TASK INSTRUCTIONS: Every line with the string "Rodamilans" must be copied from the entries below.

(DATASET EXTRACT begins)

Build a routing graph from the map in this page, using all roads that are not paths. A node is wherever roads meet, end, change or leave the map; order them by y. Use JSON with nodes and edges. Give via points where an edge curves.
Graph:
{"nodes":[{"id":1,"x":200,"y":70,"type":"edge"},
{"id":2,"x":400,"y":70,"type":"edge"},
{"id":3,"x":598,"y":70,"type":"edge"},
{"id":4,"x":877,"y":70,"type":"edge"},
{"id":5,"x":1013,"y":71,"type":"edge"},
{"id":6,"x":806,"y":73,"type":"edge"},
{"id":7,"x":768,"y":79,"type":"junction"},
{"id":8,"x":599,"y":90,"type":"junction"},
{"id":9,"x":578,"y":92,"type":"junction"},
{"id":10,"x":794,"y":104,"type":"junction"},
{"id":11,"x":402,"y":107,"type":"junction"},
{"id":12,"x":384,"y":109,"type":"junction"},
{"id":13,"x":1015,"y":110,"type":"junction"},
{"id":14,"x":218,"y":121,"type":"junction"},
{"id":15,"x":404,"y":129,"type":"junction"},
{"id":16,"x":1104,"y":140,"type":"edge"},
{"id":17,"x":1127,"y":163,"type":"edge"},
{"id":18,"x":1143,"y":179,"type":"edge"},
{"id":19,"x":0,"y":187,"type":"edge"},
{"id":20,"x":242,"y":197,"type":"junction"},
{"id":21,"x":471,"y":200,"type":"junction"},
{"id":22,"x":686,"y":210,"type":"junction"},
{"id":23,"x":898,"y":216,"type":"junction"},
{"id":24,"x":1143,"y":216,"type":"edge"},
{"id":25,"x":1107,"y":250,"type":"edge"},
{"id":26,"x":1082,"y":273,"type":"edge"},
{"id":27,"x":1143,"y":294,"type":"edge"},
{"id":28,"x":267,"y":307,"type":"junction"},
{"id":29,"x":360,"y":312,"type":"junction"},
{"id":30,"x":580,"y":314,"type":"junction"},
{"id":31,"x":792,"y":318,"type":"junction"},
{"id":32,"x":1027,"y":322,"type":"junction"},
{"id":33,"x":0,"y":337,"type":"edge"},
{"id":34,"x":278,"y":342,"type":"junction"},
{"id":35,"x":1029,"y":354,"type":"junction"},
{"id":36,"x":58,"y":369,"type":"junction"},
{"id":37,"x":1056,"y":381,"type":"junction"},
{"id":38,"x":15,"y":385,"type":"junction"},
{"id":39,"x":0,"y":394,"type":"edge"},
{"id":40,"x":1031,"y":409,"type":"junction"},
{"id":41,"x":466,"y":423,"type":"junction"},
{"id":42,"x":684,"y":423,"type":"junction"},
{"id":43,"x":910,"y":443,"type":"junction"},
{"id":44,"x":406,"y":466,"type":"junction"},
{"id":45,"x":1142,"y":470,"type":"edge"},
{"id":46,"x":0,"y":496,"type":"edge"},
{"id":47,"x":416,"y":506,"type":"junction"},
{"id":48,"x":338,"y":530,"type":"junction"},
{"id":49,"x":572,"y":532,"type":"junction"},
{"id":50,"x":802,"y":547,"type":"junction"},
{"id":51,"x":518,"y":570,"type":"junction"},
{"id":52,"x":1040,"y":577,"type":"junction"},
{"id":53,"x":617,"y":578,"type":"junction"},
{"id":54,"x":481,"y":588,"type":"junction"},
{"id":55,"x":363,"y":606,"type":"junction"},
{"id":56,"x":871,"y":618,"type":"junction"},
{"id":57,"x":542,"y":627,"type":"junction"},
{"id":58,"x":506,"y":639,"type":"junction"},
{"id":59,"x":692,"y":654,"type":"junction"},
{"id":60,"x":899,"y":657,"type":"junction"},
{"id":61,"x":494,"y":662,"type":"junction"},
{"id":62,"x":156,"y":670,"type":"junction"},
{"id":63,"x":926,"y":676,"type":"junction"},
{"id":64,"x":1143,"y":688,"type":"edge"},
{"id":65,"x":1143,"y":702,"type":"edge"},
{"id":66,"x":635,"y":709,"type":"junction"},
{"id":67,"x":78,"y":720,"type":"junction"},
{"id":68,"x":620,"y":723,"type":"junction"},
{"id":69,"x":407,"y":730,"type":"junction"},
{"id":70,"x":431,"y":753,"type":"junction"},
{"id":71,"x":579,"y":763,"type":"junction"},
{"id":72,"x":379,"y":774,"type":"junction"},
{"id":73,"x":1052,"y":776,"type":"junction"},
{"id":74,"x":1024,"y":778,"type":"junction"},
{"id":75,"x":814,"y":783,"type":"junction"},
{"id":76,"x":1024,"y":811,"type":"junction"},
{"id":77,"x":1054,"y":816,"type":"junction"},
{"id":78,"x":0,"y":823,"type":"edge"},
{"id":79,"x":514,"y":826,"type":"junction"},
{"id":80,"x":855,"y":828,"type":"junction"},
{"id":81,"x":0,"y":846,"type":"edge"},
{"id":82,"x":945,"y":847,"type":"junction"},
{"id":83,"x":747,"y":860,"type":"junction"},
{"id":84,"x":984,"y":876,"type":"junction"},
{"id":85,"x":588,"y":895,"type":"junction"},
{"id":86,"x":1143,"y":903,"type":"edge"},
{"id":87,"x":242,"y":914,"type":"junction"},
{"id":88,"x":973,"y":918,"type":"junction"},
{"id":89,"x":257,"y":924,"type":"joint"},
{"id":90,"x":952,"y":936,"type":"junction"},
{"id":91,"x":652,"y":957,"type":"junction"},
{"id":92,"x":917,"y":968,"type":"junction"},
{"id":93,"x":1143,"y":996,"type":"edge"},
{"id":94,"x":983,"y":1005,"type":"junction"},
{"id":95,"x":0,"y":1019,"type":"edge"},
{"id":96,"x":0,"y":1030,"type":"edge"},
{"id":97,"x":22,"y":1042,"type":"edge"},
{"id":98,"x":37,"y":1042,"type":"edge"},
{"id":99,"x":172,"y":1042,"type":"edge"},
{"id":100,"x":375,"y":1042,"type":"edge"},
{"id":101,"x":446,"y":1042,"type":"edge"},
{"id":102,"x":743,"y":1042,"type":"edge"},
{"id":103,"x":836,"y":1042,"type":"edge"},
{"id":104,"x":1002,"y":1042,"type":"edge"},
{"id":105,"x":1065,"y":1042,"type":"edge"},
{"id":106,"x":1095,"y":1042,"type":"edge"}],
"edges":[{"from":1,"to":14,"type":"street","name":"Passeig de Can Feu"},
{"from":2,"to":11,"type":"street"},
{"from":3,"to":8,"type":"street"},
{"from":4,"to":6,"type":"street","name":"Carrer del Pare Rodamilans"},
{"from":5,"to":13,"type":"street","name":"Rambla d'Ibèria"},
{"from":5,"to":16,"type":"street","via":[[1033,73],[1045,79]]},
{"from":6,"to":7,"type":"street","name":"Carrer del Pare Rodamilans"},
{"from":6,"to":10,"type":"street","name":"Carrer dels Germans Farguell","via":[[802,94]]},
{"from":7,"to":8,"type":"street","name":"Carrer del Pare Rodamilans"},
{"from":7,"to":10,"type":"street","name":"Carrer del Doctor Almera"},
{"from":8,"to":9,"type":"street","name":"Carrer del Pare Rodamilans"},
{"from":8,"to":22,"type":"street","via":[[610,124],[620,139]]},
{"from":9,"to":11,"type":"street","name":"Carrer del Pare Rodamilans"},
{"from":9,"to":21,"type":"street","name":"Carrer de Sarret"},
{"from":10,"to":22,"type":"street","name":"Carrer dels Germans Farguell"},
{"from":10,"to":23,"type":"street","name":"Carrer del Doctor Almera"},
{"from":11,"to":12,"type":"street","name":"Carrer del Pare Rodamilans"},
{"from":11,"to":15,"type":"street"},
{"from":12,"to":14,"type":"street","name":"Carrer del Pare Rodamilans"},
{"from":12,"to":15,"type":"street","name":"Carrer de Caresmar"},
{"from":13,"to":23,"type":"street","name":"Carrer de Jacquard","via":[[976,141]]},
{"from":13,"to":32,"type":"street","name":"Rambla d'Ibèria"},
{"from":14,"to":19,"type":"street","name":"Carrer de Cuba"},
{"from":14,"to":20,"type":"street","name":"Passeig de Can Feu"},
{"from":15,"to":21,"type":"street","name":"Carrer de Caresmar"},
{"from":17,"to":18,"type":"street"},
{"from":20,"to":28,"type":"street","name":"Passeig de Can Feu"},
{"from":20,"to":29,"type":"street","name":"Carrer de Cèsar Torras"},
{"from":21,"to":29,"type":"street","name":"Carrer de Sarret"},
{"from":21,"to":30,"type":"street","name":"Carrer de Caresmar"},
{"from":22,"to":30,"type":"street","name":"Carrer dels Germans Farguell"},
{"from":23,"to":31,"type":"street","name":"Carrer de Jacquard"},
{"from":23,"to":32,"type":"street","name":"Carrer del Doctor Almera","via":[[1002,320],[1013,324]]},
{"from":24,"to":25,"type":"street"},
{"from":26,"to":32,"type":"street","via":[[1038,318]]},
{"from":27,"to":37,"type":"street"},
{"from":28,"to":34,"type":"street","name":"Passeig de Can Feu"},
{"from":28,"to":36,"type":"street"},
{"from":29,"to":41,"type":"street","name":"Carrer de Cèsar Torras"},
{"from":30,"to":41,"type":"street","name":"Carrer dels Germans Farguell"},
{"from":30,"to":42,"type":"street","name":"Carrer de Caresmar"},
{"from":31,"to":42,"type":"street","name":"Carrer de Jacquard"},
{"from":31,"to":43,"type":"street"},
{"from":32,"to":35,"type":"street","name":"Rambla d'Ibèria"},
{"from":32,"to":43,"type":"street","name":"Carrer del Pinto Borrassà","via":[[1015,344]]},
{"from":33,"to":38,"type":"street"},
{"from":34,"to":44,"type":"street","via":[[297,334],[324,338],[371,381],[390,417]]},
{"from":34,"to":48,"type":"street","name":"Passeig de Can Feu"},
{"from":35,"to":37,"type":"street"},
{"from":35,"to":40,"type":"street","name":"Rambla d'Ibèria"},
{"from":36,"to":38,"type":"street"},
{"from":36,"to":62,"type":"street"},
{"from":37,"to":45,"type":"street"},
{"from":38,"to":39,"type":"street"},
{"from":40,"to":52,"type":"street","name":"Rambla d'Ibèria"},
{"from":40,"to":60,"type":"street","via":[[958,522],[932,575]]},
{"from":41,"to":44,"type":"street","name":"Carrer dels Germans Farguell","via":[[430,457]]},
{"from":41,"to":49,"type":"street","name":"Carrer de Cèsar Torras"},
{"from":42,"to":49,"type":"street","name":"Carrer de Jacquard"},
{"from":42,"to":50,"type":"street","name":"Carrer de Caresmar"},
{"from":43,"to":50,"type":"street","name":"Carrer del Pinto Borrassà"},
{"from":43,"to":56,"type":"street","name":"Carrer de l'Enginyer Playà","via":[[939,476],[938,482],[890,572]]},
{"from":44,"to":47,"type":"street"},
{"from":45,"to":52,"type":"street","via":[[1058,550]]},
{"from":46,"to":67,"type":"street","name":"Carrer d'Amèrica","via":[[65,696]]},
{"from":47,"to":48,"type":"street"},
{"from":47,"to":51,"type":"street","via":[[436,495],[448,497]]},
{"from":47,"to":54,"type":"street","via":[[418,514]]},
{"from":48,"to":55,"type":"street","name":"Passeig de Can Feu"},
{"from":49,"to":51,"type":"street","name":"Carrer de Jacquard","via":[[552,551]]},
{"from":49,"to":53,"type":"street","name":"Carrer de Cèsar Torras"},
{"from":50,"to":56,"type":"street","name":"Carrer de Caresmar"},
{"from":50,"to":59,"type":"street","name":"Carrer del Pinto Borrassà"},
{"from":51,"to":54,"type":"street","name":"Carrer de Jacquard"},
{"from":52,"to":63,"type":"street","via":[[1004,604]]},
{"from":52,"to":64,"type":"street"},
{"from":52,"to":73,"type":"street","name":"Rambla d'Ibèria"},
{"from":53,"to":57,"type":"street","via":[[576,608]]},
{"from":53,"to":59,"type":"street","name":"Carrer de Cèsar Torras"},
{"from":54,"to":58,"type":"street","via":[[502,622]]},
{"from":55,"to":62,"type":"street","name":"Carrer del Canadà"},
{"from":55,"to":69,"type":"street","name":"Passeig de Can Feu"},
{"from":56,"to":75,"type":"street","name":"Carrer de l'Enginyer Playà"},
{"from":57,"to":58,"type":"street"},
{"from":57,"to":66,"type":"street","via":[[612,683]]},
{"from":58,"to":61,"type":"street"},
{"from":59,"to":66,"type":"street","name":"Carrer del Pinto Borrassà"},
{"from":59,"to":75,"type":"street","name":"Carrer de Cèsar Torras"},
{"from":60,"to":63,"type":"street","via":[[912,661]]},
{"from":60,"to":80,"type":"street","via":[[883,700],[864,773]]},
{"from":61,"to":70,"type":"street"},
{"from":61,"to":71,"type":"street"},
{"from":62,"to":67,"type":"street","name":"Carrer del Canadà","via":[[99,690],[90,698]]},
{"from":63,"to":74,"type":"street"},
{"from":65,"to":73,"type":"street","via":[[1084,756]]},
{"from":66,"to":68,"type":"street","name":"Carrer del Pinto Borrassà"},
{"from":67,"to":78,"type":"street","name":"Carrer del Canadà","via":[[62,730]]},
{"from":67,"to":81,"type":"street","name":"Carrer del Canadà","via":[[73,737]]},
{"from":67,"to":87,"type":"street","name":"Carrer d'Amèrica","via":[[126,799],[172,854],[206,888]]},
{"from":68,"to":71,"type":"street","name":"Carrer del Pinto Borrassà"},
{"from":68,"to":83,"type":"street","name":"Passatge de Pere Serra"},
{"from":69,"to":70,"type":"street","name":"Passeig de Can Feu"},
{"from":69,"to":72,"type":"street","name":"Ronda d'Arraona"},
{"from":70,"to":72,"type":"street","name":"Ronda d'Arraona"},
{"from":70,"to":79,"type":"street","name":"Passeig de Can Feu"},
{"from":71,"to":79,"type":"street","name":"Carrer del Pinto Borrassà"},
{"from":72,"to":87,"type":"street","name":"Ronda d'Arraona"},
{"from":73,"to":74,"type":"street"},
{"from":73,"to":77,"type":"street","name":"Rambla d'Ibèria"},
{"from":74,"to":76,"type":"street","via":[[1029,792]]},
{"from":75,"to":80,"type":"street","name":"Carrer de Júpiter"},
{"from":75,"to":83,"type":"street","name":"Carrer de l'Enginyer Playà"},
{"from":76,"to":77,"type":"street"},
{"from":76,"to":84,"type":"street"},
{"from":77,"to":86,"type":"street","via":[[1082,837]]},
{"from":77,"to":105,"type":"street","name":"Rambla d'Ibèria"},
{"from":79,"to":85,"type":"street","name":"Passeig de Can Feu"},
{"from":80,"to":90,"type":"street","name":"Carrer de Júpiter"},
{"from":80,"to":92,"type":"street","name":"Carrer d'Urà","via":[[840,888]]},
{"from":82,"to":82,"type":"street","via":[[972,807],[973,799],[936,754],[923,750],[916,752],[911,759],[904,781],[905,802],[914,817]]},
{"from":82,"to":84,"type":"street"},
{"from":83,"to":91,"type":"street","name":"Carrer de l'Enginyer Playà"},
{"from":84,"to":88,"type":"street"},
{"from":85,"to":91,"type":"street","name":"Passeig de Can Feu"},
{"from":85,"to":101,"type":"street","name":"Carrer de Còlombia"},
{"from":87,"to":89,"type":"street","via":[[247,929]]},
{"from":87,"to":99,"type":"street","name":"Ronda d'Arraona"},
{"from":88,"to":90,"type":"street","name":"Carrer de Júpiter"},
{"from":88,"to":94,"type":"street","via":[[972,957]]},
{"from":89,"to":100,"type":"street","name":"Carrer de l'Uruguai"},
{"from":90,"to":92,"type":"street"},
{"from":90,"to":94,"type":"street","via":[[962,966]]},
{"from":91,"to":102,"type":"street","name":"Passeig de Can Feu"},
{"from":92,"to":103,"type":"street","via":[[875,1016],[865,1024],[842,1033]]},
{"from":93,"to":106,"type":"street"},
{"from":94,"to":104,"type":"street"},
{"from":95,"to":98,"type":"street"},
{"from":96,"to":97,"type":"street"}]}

(DATASET EXTRACT ends)

WRITTEN SOLUTION:
{"from":4,"to":6,"type":"street","name":"Carrer del Pare Rodamilans"},
{"from":6,"to":7,"type":"street","name":"Carrer del Pare Rodamilans"},
{"from":7,"to":8,"type":"street","name":"Carrer del Pare Rodamilans"},
{"from":8,"to":9,"type":"street","name":"Carrer del Pare Rodamilans"},
{"from":9,"to":11,"type":"street","name":"Carrer del Pare Rodamilans"},
{"from":11,"to":12,"type":"street","name":"Carrer del Pare Rodamilans"},
{"from":12,"to":14,"type":"street","name":"Carrer del Pare Rodamilans"},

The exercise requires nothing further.